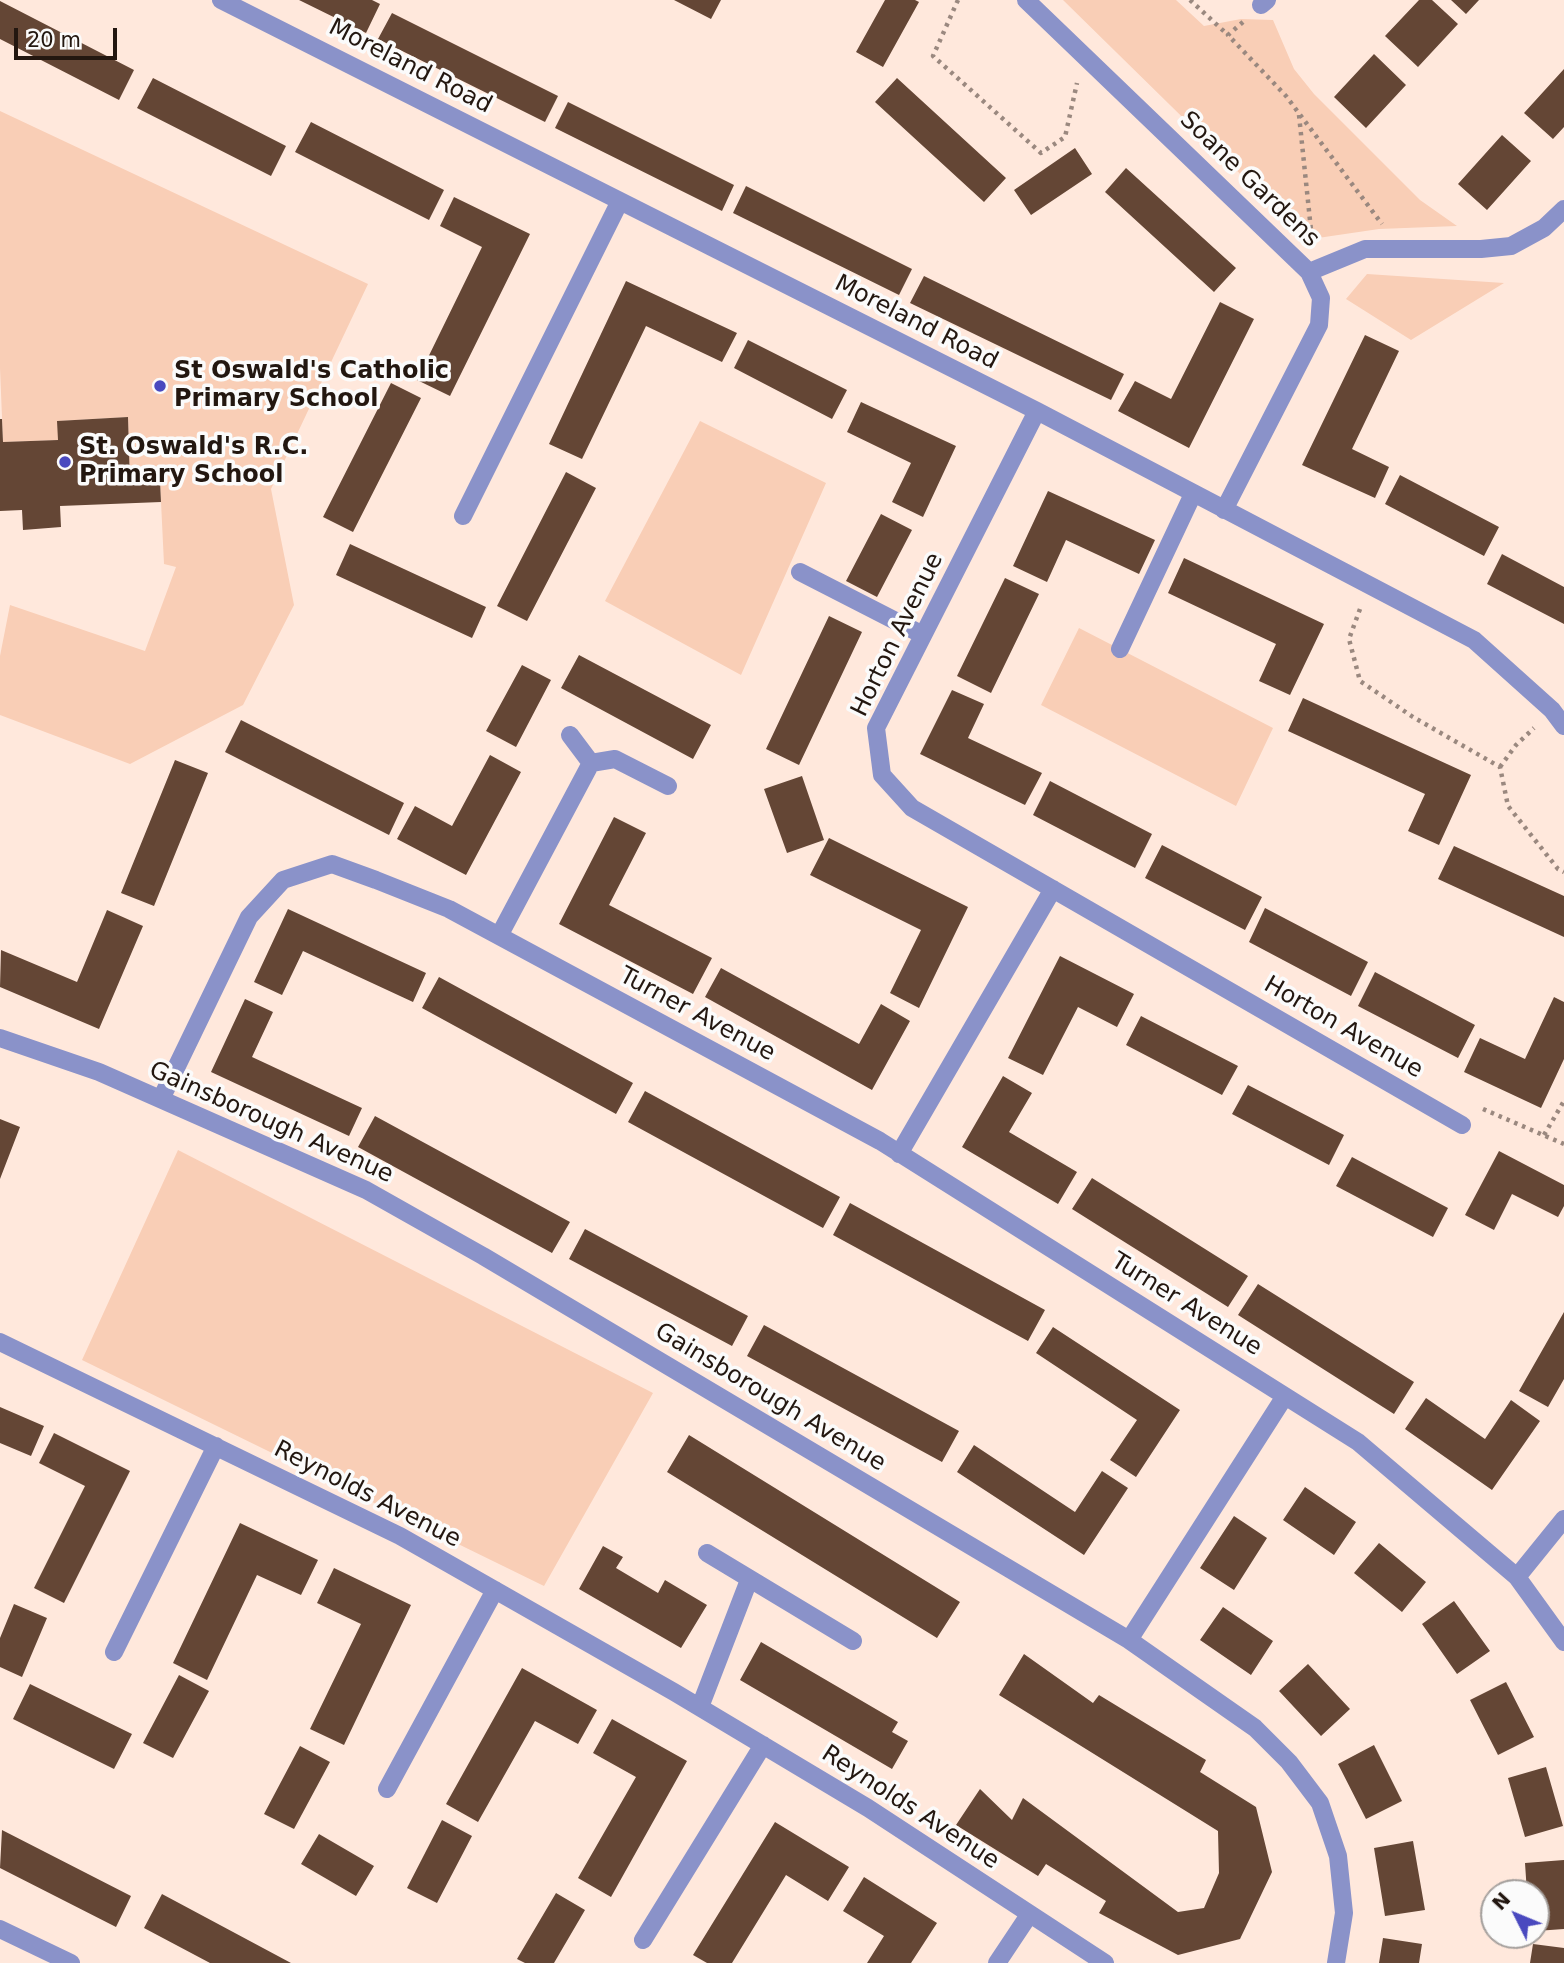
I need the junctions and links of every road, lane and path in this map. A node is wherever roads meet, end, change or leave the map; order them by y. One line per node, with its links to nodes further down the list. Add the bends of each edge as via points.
1 (221, 0): 9 (street, Moreland Road)
2 (958, 0): 7 (path, via 933,56 1041,153 1065,137)
3 (1026, 0): 7 (street, Soane Gardens)
4 (1190, 0): 6 (path)
5 (1264, 3): 6 (path)
6 (1228, 35): 8 (path)
7 (1083, 55): 12 (street, Soane Gardens)
8 (1298, 112): 11 (path); 12 (path, via 1311,230)
9 (620, 201): 13 (street, Moreland Road); 16 (street)
10 (1564, 209): 11 (street, via 1544,228 1511,246)
11 (1401, 250): 12 (street, via 1365,249)
12 (1303, 266): 15 (street, Soane Gardens, via 1321,298 1319,325)
13 (1038, 411): 14 (street, Moreland Road); 19 (street, Horton Avenue)
14 (1193, 494): 15 (street, Moreland Road); 20 (street)
15 (1224, 510): 18 (street, Moreland Road)
16 (463, 516)
17 (800, 572): 19 (street)
18 (1369, 586): 21 (street, Moreland Road, via 1475,640); 25 (path, via 1349,639 1360,681)
19 (923, 635): 28 (street, Horton Avenue, via 876,728 882,775 912,808)
20 (1120, 649)
21 (1552, 710): 22 (street, Moreland Road); 25 (path)
22 (1564, 726)
23 (570, 735): 24 (street)
24 (591, 763): 26 (street, via 615,760); 29 (street)
25 (1500, 766): 27 (path, via 1508,806)
26 (668, 786)
27 (1564, 872)
28 (1053, 889): 33 (street, Horton Avenue); 36 (street)
29 (499, 936): 31 (street, Turner Avenue, via 449,909 332,864 283,880 249,916); 36 (street, Turner Avenue)
30 (0, 1038): 31 (street, Gainsborough Avenue)
31 (161, 1099): 45 (street, Gainsborough Avenue, via 366,1190)
32 (1564, 1101): 34 (path)
33 (1462, 1125): 34 (path, via 1471,1104)
34 (1544, 1135): 35 (path)
35 (1564, 1144)
36 (899, 1154): 38 (street, Turner Avenue)
37 (0, 1342): 39 (street, Reynolds Avenue)
38 (1285, 1396): 42 (street, Turner Avenue, via 1357,1442); 45 (street)
39 (216, 1446): 44 (street, Reynolds Avenue, via 400,1535); 48 (street)
40 (1564, 1519): 42 (street)
41 (707, 1553): 43 (street)
42 (1517, 1577): 47 (street, Turner Avenue)
43 (749, 1580): 46 (street); 49 (street)
44 (495, 1590): 49 (street, Reynolds Avenue); 51 (street)
45 (1129, 1640): 58 (street, Gainsborough Avenue, via 1255,1728 1320,1803 1338,1856 1345,1913)
46 (853, 1641)
47 (1564, 1642)
48 (114, 1651)
49 (700, 1707): 50 (street, Reynolds Avenue)
50 (763, 1745): 52 (street, Reynolds Avenue); 54 (street)
51 (387, 1789)
52 (1029, 1915): 56 (street); 57 (street, Reynolds Avenue)
53 (0, 1929): 55 (street)
54 (643, 1940)
55 (71, 1963)
56 (998, 1963)
57 (1105, 1963)
58 (1336, 1963)

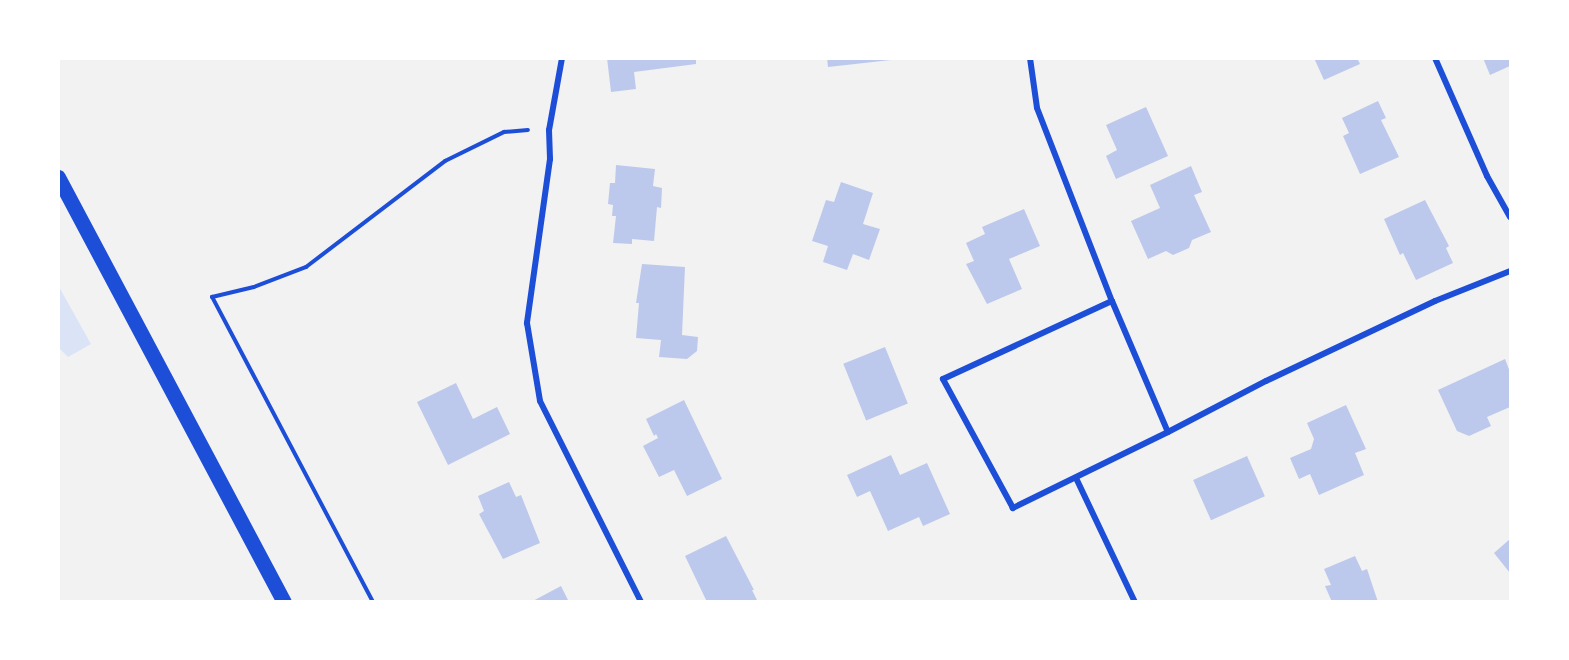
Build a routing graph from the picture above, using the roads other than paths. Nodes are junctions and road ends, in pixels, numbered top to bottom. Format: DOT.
graph roads {
  1 [pos="562,58"];
  2 [pos="1030,58"];
  3 [pos="1435,58"];
  4 [pos="58,177"];
  5 [pos="1510,217"];
  6 [pos="1510,271"];
  7 [pos="1112,301"];
  8 [pos="1168,432"];
  9 [pos="1076,478"];
  10 [pos="284,602"];
  11 [pos="641,602"];
  12 [pos="1135,602"];
  1 -- 11 [label="street"];
  2 -- 7 [label="street"];
  3 -- 5 [label="street"];
  4 -- 10 [label="main road"];
  6 -- 8 [label="street"];
  7 -- 8 [label="street"];
  7 -- 9 [label="street"];
  8 -- 9 [label="street"];
  9 -- 12 [label="street"];
}
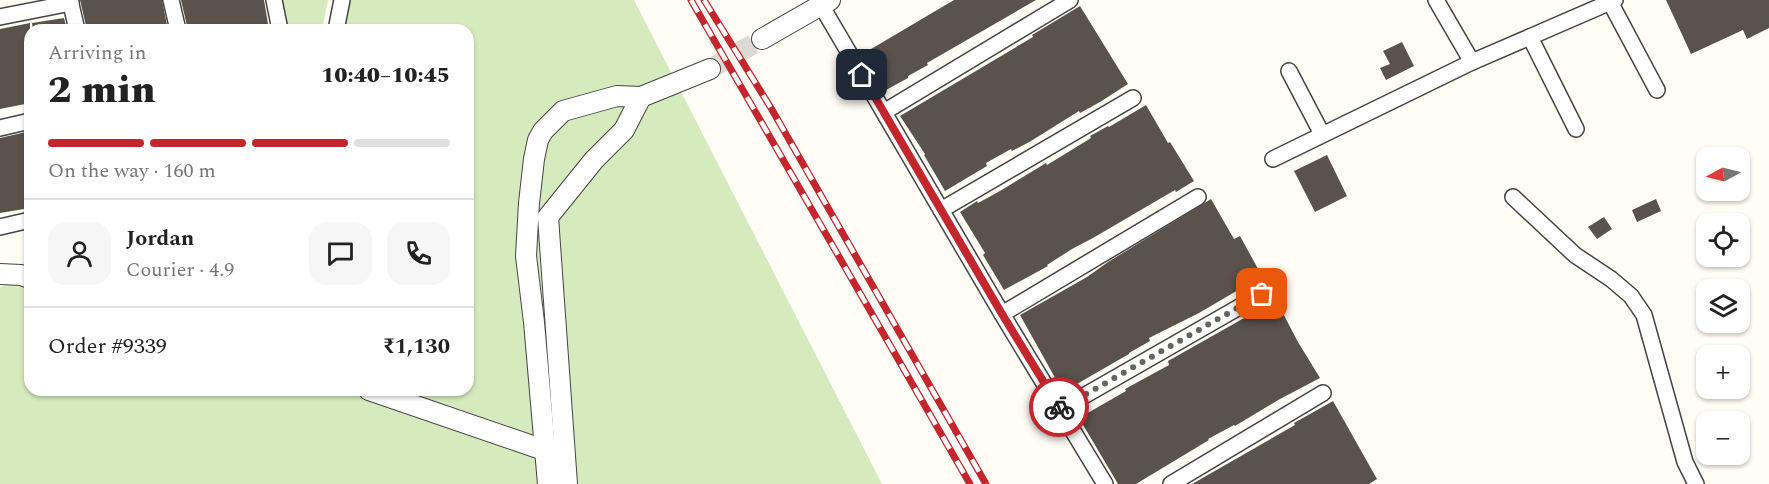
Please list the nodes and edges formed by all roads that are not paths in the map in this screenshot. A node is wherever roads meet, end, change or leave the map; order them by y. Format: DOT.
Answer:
graph roads {
  1 [pos="171,0"];
  2 [pos="274,0"];
  3 [pos="342,0"];
  4 [pos="1070,0"];
  5 [pos="1436,0"];
  6 [pos="1612,1"];
  7 [pos="70,2"];
  8 [pos="826,2"];
  9 [pos="0,17"];
  10 [pos="76,24"];
  11 [pos="177,24"];
  12 [pos="279,24"];
  13 [pos="337,24"];
  14 [pos="1530,37"];
  15 [pos="762,39"];
  16 [pos="1472,62"];
  17 [pos="710,69"];
  18 [pos="1289,71"];
  19 [pos="1658,90"];
  20 [pos="640,97"];
  21 [pos="1132,98"];
  22 [pos="884,112"];
  23 [pos="24,122"];
  24 [pos="0,128"];
  25 [pos="1576,129"];
  26 [pos="1323,134"];
  27 [pos="1273,159"];
  28 [pos="1198,197"];
  29 [pos="1513,197"];
  30 [pos="529,203"];
  31 [pos="941,210"];
  32 [pos="548,216"];
  33 [pos="24,221"];
  34 [pos="0,227"];
  35 [pos="0,274"];
  36 [pos="24,276"];
  37 [pos="1262,294"];
  38 [pos="1002,314"];
  39 [pos="1323,393"];
  40 [pos="386,396"];
  41 [pos="1060,409"];
  42 [pos="544,450"];
  43 [pos="565,453"];
  44 [pos="548,484"];
  45 [pos="567,484"];
  46 [pos="1105,484"];
  47 [pos="1171,484"];
  48 [pos="1696,484"];
  1 -- 11 [label="street"];
  2 -- 12 [label="street"];
  3 -- 13 [label="street"];
  4 -- 22 [label="street"];
  5 -- 16 [label="street"];
  6 -- 14 [label="street"];
  6 -- 19 [label="street"];
  7 -- 9 [label="street"];
  7 -- 10 [label="street"];
  8 -- 15 [label="street"];
  8 -- 22 [label="street"];
  14 -- 16 [label="street"];
  14 -- 25 [label="street"];
  16 -- 26 [label="street"];
  17 -- 20 [label="street"];
  18 -- 26 [label="street"];
  20 -- 30 [label="street"];
  20 -- 32 [label="street"];
  21 -- 31 [label="street"];
  22 -- 31 [label="street"];
  23 -- 24 [label="street"];
  26 -- 27 [label="street"];
  28 -- 38 [label="street"];
  29 -- 48 [label="street"];
  30 -- 32 [label="street"];
  30 -- 42 [label="street"];
  31 -- 38 [label="street"];
  32 -- 43 [label="street"];
  33 -- 34 [label="street"];
  35 -- 36 [label="street"];
  37 -- 41 [label="street"];
  38 -- 41 [label="street"];
  39 -- 47 [label="street"];
  40 -- 42 [label="street"];
  41 -- 46 [label="street"];
  42 -- 43 [label="street"];
  42 -- 44 [label="street"];
  43 -- 45 [label="street"];
}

What the task requires
Copy each line of the entries in which the string "leave" is found.

Result below
I need the junctions and links of every road, lane and path in this map. A node is wherever roads meet, end, change or leave the map; order them by y. One line per node, with its links to nodes further down the list. Add the bends of each edge as via points.
Please list the nodes and edges formed by all roads that are not paths in the map in this screenshot. A node is wherever roads meet, end, change or leave the map; order them by y. Format: DOT.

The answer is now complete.